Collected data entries
※
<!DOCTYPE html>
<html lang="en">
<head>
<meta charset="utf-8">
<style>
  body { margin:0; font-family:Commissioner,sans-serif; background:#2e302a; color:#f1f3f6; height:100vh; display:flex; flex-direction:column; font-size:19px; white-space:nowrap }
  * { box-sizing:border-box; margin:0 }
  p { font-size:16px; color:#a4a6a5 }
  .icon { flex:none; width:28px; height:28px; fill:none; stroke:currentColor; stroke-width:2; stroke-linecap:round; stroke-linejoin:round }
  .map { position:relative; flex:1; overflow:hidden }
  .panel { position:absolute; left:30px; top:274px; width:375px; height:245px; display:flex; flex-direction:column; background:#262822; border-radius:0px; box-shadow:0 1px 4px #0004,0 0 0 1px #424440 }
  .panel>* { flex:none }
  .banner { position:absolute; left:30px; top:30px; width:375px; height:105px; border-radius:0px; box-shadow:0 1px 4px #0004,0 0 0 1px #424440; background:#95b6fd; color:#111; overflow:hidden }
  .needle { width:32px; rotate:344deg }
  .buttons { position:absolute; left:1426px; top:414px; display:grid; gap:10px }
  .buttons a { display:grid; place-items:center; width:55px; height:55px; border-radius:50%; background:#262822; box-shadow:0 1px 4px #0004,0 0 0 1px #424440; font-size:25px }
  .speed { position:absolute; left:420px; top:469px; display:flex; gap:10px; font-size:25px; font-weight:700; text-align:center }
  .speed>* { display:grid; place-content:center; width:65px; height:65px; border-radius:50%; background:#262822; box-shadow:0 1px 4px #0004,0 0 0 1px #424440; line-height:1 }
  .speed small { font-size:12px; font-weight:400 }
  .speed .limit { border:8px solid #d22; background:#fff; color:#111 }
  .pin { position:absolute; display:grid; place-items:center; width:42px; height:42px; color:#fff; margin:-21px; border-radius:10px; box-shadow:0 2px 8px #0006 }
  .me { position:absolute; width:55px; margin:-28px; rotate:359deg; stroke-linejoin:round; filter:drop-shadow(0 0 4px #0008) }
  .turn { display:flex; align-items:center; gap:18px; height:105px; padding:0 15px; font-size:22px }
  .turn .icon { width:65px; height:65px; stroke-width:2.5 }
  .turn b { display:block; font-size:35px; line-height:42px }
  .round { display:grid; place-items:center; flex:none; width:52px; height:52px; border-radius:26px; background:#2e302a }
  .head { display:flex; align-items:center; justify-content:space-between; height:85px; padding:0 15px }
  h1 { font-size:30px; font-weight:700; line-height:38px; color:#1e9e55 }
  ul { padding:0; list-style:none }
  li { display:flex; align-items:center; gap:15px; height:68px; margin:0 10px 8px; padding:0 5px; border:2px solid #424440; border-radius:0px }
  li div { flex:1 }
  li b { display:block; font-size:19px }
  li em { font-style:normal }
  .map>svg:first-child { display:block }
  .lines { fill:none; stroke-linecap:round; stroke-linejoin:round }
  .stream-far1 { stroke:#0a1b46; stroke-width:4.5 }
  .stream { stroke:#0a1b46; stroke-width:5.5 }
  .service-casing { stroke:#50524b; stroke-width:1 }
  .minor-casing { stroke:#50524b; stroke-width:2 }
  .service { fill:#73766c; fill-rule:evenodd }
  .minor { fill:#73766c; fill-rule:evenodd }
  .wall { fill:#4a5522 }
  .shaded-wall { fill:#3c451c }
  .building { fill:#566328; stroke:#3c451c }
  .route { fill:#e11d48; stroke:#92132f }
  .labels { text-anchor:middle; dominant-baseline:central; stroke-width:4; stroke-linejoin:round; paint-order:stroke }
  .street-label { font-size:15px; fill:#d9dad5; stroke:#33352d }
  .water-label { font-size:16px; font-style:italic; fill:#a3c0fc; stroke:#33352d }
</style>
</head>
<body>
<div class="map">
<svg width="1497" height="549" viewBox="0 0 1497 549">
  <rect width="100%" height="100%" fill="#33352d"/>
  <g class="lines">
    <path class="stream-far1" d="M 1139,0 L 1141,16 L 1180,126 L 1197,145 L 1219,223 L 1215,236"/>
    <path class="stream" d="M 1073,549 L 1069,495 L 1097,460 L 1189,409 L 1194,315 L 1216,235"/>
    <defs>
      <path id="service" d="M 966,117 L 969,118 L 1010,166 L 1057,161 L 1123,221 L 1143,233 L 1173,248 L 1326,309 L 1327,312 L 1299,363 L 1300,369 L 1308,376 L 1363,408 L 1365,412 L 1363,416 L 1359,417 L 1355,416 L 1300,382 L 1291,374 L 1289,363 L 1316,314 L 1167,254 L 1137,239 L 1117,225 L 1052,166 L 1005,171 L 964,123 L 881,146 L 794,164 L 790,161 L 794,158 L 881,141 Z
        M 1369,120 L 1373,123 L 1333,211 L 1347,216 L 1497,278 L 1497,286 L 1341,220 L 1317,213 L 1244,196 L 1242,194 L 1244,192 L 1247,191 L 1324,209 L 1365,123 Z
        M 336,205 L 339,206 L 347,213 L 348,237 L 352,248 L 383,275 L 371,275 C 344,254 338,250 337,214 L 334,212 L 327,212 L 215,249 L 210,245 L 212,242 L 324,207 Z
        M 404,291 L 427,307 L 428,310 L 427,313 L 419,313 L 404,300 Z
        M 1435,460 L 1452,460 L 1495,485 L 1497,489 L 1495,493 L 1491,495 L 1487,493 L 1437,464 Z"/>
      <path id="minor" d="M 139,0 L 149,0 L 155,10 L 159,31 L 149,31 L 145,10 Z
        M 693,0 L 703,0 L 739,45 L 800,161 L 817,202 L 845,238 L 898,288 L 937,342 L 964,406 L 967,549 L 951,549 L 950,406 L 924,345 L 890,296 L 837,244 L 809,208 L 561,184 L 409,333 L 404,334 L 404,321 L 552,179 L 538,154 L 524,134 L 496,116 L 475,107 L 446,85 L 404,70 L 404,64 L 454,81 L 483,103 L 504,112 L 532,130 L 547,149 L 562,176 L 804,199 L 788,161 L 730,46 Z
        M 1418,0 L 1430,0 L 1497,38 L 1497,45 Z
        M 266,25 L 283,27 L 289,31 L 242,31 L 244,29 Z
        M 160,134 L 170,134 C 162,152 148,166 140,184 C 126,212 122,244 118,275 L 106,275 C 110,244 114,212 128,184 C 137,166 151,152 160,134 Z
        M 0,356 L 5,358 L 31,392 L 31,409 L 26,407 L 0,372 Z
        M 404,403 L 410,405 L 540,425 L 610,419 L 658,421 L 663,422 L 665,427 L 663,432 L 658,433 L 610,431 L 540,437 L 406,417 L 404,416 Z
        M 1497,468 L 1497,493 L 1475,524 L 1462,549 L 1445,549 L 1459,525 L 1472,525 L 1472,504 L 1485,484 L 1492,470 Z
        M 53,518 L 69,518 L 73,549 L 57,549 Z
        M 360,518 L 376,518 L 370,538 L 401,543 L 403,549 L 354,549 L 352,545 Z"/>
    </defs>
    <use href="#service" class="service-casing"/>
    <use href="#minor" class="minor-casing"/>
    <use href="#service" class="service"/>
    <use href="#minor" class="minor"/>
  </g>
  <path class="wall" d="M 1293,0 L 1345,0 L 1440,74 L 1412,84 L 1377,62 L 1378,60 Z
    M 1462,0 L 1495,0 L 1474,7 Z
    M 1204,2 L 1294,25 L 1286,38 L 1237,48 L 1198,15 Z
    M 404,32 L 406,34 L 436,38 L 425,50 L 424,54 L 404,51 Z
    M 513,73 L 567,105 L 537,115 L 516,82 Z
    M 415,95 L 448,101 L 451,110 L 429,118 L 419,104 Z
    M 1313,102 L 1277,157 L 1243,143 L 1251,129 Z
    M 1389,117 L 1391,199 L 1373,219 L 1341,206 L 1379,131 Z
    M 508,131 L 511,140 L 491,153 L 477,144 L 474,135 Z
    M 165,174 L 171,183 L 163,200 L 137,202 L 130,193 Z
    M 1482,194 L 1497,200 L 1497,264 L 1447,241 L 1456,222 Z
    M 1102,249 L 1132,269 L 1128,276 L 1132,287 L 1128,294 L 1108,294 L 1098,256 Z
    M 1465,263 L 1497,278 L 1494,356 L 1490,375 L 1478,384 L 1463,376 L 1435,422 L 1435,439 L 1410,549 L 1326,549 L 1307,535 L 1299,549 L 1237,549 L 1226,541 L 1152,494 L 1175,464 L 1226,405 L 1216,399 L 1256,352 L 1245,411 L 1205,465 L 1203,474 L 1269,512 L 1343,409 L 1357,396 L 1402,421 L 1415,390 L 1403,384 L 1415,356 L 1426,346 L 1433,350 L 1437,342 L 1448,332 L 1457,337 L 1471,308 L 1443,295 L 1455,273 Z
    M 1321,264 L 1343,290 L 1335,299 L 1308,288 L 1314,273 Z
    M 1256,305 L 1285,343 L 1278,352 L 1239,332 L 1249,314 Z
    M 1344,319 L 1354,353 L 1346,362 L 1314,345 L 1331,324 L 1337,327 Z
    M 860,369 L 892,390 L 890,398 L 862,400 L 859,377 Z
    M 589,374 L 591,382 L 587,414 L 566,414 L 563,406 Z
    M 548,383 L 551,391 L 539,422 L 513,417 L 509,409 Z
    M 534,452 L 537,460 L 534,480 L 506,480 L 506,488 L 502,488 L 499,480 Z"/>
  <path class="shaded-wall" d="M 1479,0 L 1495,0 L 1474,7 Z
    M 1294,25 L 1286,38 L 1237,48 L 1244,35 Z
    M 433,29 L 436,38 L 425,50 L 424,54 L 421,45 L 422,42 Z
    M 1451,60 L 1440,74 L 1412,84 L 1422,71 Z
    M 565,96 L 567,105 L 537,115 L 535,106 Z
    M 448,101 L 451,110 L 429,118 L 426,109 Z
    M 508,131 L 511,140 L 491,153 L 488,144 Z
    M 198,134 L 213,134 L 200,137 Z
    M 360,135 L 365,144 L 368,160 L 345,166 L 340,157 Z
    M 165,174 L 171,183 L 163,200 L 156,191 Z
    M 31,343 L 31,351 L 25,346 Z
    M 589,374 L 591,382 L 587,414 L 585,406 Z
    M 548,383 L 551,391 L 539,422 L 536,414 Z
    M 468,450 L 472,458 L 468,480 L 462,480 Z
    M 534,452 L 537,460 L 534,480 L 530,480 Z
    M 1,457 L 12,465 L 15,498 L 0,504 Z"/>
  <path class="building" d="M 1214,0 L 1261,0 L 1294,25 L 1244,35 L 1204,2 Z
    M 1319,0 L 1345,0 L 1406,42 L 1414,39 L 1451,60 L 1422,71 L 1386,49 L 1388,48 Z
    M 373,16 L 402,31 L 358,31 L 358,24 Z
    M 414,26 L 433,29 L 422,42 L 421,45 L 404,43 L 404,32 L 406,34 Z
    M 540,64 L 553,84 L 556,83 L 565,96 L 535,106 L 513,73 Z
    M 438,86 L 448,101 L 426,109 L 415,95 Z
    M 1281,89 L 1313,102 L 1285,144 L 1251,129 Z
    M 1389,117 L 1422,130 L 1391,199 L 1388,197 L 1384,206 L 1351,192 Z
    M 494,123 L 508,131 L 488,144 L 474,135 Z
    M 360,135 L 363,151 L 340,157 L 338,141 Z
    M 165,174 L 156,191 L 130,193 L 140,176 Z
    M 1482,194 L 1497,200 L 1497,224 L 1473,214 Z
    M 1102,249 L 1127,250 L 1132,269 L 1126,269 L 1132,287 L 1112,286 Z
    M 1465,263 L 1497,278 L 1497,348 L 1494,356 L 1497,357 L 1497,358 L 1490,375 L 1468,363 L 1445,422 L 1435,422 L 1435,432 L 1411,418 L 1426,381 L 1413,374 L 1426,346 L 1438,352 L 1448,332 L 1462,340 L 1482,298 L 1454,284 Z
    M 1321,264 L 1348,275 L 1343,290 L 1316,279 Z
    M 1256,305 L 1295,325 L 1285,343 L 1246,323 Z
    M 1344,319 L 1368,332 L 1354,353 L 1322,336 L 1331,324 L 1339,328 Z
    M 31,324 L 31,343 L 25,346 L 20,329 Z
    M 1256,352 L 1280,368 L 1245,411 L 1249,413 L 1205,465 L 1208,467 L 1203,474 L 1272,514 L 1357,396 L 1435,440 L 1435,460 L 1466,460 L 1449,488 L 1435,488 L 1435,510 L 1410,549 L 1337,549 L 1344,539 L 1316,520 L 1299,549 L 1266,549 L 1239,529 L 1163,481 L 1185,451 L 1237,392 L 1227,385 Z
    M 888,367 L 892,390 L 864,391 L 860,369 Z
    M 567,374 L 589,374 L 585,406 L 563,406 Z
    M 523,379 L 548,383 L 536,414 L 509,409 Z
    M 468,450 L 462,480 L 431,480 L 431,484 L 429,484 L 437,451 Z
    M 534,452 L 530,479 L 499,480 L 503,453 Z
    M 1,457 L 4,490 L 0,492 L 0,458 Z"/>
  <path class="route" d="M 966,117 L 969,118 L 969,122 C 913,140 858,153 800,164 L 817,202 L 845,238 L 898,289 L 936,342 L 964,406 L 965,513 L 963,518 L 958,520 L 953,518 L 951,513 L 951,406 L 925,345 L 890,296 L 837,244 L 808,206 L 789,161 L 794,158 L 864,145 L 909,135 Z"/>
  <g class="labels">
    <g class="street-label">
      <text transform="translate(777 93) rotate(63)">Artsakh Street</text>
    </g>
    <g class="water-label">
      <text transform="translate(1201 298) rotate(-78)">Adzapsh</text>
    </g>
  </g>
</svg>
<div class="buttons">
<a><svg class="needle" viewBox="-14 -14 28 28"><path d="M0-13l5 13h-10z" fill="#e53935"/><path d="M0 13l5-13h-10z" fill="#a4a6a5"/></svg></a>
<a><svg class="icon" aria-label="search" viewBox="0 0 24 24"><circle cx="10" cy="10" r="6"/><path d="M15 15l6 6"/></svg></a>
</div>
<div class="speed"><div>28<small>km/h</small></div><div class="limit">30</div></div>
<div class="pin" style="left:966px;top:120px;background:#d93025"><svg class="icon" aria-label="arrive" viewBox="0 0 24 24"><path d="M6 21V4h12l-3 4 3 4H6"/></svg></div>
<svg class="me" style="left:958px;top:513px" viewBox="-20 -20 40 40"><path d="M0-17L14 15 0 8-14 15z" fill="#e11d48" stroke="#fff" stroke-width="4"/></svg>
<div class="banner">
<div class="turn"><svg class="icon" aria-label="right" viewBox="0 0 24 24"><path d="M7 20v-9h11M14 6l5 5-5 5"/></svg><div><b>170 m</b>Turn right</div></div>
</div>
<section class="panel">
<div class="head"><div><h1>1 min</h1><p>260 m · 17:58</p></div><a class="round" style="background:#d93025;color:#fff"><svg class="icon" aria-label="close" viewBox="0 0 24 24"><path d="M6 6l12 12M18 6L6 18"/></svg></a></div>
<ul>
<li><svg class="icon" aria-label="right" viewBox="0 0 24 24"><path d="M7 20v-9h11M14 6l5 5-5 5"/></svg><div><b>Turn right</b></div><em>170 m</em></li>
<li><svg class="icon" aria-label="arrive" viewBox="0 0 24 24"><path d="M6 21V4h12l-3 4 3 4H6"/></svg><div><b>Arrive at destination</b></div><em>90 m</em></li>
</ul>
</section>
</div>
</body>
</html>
※
**Your task**
Lines with "overflow": find them in the data and copy each one.

**Output for this exercise**
  .map { position:relative; flex:1; overflow:hidden }
  .banner { position:absolute; left:30px; top:30px; width:375px; height:105px; border-radius:0px; box-shadow:0 1px 4px #0004,0 0 0 1px #424440; background:#95b6fd; color:#111; overflow:hidden }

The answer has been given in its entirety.